*The loyal-employee zaibatsu model was defeated by the oligarch shareholder-value model.
Why is "Forbes" telling us this, one idly wonders
The End of Loyalty (Public Affairs, May 2017) by Rick Wartzman tells the story of the destruction of the social contract between employer and employee in America through the lens of four iconic companies: Coca-Cola, GE, GM and Kodak. At the start of the story in the 1940s, these firms—and, by implication, many others — were obsessed with creating more and better jobs. The economy and the middle class flourished. Today, that social contract has been destroyed.
Two of the four companies, Coca-Cola and GE, have been hugely successful over a long time. They’ve had their ups and downs but they have had an incredible run of growth and profitability for a long, long time. The other two, GM and Kodak, faltered and went bankrupt. (GM has in many ways recovered, but Kodak is just a shadow of what it once was.) Yet in the end, it didn’t matter.

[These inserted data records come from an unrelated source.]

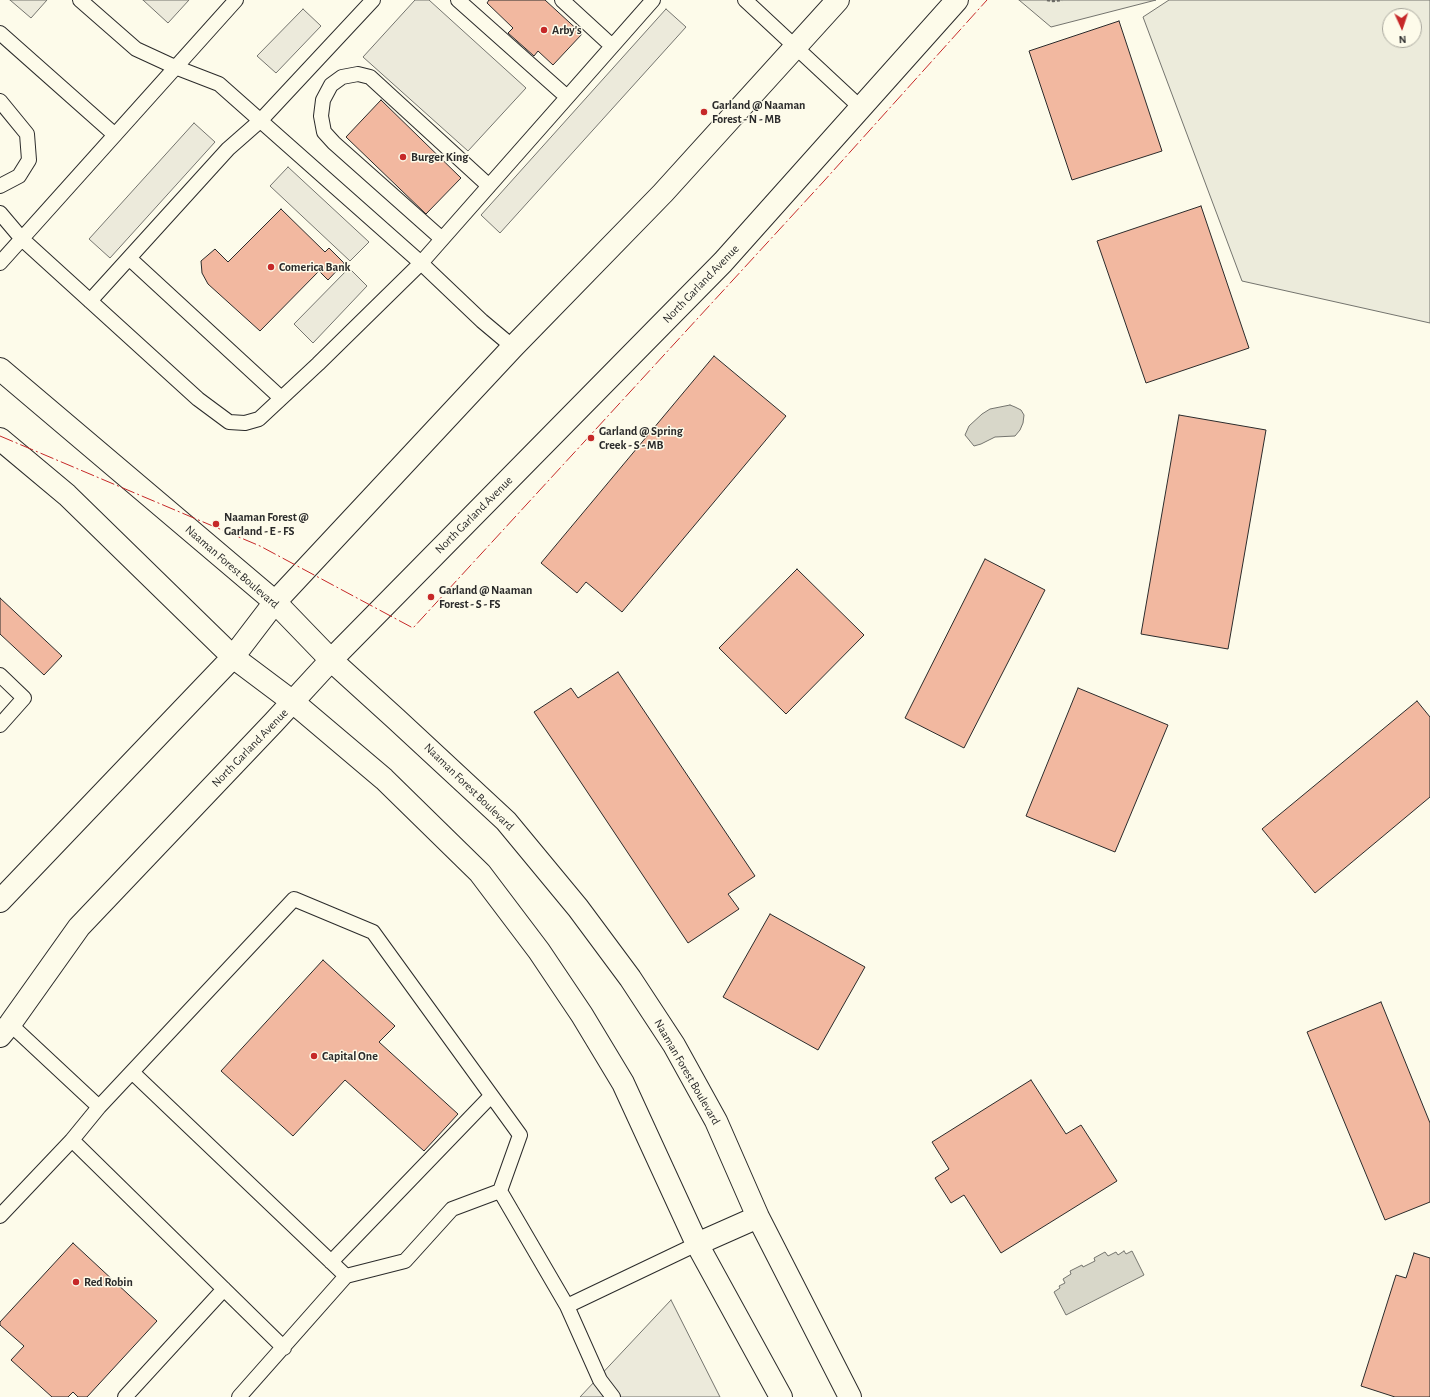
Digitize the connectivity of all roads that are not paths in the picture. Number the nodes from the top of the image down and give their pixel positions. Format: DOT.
graph roads {
  1 [pos="80,0"];
  2 [pos="236,0"];
  3 [pos="373,0"];
  4 [pos="458,0"];
  5 [pos="562,0"];
  6 [pos="653,0"];
  7 [pos="746,0"];
  8 [pos="838,0"];
  9 [pos="957,0"];
  10 [pos="0,34"];
  11 [pos="612,46"];
  12 [pos="796,46"];
  13 [pos="175,67"];
  14 [pos="567,97"];
  15 [pos="0,101"];
  16 [pos="861,108"];
  17 [pos="261,120"];
  18 [pos="115,135"];
  19 [pos="0,186"];
  20 [pos="489,186"];
  21 [pos="0,213"];
  22 [pos="22,239"];
  23 [pos="442,239"];
  24 [pos="129,258"];
  25 [pos="0,263"];
  26 [pos="421,263"];
  27 [pos="90,301"];
  28 [pos="513,347"];
  29 [pos="0,369"];
  30 [pos="281,398"];
  31 [pos="0,439"];
  32 [pos="274,602"];
  33 [pos="233,657"];
  34 [pos="331,660"];
  35 [pos="0,675"];
  36 [pos="293,702"];
  37 [pos="0,725"];
  38 [pos="0,901"];
  39 [pos="5,1030"];
  40 [pos="132,1072"];
  41 [pos="491,1096"];
  42 [pos="99,1106"];
  43 [pos="72,1140"];
  44 [pos="500,1191"];
  45 [pos="0,1216"];
  46 [pos="758,1217"];
  47 [pos="696,1244"];
  48 [pos="330,1262"];
  49 [pos="346,1276"];
  50 [pos="224,1289"];
  51 [pos="567,1306"];
  52 [pos="284,1348"];
  53 [pos="125,1397"];
  54 [pos="240,1397"];
  55 [pos="613,1397"];
  56 [pos="782,1397"];
  57 [pos="850,1397"];
  1 -- 13 [label="lane"];
  2 -- 13 [label="lane"];
  3 -- 17 [label="lane"];
  4 -- 14 [label="lane"];
  5 -- 11 [label="lane"];
  6 -- 11 [label="lane"];
  7 -- 12 [label="lane"];
  8 -- 12 [label="main road"];
  9 -- 16 [label="main road, North Garland Avenue"];
  10 -- 18 [label="lane"];
  11 -- 14 [label="lane"];
  12 -- 16 [label="lane"];
  12 -- 28 [label="main road"];
  13 -- 17 [label="lane"];
  13 -- 18 [label="lane"];
  14 -- 20 [label="lane"];
  15 -- 19 [label="lane"];
  16 -- 34 [label="main road, North Garland Avenue"];
  17 -- 24 [label="lane"];
  17 -- 26 [label="lane"];
  18 -- 22 [label="lane"];
  20 -- 23 [label="lane"];
  20 -- 23 [label="lane"];
  21 -- 22 [label="lane"];
  22 -- 25 [label="lane"];
  22 -- 27 [label="lane"];
  23 -- 26 [label="lane"];
  24 -- 27 [label="lane"];
  24 -- 30 [label="lane"];
  26 -- 28 [label="lane"];
  26 -- 30 [label="lane"];
  27 -- 30 [label="lane"];
  28 -- 32 [label="main road"];
  29 -- 32 [label="main road, Naaman Forest Boulevard"];
  31 -- 33 [label="main road"];
  32 -- 33 [label="main road"];
  32 -- 34 [label="main road, Naaman Forest Boulevard"];
  33 -- 36 [label="main road"];
  33 -- 38 [label="main road"];
  34 -- 36 [label="main road, North Garland Avenue"];
  34 -- 46 [label="main road, Naaman Forest Boulevard"];
  35 -- 37 [label="lane"];
  36 -- 39 [label="main road, North Garland Avenue"];
  36 -- 47 [label="main road"];
  39 -- 42 [label="lane"];
  40 -- 41 [label="lane"];
  40 -- 42 [label="lane"];
  40 -- 48 [label="lane"];
  41 -- 44 [label="lane"];
  41 -- 48 [label="lane"];
  42 -- 43 [label="lane"];
  43 -- 45 [label="lane"];
  43 -- 50 [label="lane"];
  44 -- 49 [label="lane"];
  44 -- 51 [label="lane"];
  46 -- 47 [label="main road"];
  46 -- 57 [label="main road, Naaman Forest Boulevard"];
  47 -- 51 [label="lane"];
  47 -- 56 [label="main road"];
  48 -- 49 [label="lane"];
  49 -- 52 [label="lane"];
  50 -- 52 [label="lane"];
  50 -- 53 [label="lane"];
  51 -- 55 [label="lane"];
  52 -- 54 [label="lane"];
}
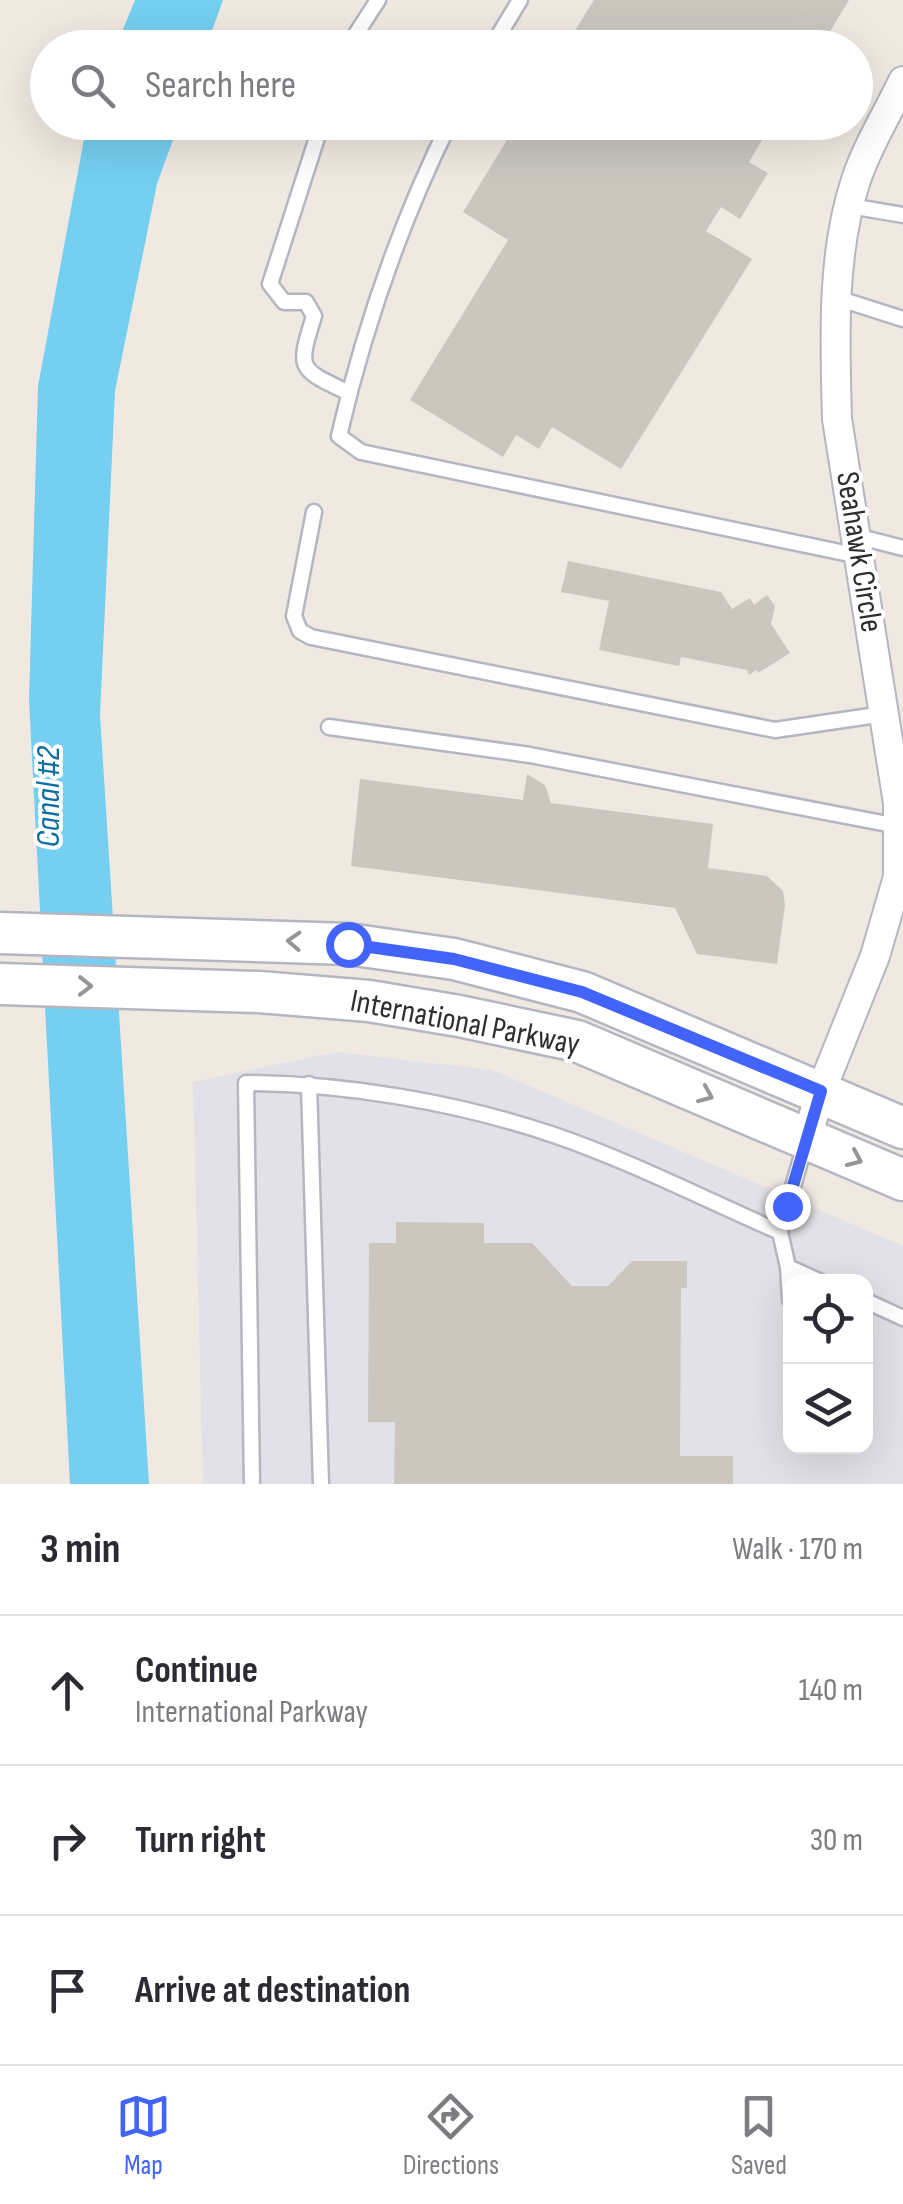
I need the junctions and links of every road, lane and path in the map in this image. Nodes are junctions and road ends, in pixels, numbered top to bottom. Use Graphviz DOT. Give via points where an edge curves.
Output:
graph roads {
  1 [pos="378,0"];
  2 [pos="520,0"];
  3 [pos="359,30"];
  4 [pos="502,30"];
  5 [pos="903,81"];
  6 [pos="316,140"];
  7 [pos="441,140"];
  8 [pos="850,206"];
  9 [pos="903,215"];
  10 [pos="837,298"];
  11 [pos="903,318"];
  12 [pos="349,393"];
  13 [pos="314,512"];
  14 [pos="858,546"];
  15 [pos="903,548"];
  16 [pos="330,727"];
  17 [pos="892,728"];
  18 [pos="898,826"];
  19 [pos="0,933"];
  20 [pos="0,984"];
  21 [pos="309,1084"];
  22 [pos="821,1091"];
  23 [pos="903,1128"];
  24 [pos="807,1137"];
  25 [pos="903,1180"];
  26 [pos="780,1232"];
  27 [pos="788,1266"];
  28 [pos="788,1274"];
  29 [pos="805,1274"];
  30 [pos="873,1304"];
  31 [pos="903,1318"];
  32 [pos="252,1484"];
  33 [pos="321,1484"];
  1 -- 3 [label="lane"];
  2 -- 4 [label="lane"];
  5 -- 8 [label="street, Seahawk Circle" via="856,179"];
  6 -- 12 [label="lane" via="270,284 284,302 306,302 314,316 303,364"];
  7 -- 12 [label="lane" via="421,180"];
  8 -- 9 [label="lane"];
  8 -- 10 [label="street, Seahawk Circle"];
  10 -- 11 [label="lane"];
  10 -- 14 [label="street, Seahawk Circle" via="838,419"];
  12 -- 14 [label="lane" via="339,436 361,452"];
  13 -- 17 [label="lane" via="294,616 311,637 775,730"];
  14 -- 15 [label="lane"];
  14 -- 17 [label="street, Seahawk Circle"];
  16 -- 18 [label="lane" via="530,756"];
  17 -- 18 [label="street, Seahawk Circle"];
  18 -- 22 [label="street, Seahawk Circle" via="898,877 875,956"];
  22 -- 19 [label="main road, International Parkway, one-way" via="582,992 486,967 348,944"];
  20 -- 24 [label="main road, International Parkway, one-way" via="369,1000 459,1016 577,1041"];
  21 -- 26 [label="lane" via="474,1112 556,1136"];
  21 -- 32 [label="lane" via="246,1083"];
  21 -- 33 [label="lane"];
  22 -- 23 [label="main road, International Parkway"];
  22 -- 24 [label="street, Seahawk Circle"];
  24 -- 25 [label="main road, International Parkway, one-way"];
  24 -- 26 [label="lane"];
  26 -- 27 [label="lane"];
  27 -- 28 [label="lane"];
  27 -- 29 [label="lane"];
  30 -- 31 [label="lane"];
}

Whether the company has been successful or not, the social contract — job security, pay, health benefits and pensions — has weakened immensely.
A big reason for this is that the firms became preoccupied with maximizing shareholder value. Until 1980, increases in productivity were shared with the workers who had created those gains. After 1980, almost all the gains went to the shareholders and the executives....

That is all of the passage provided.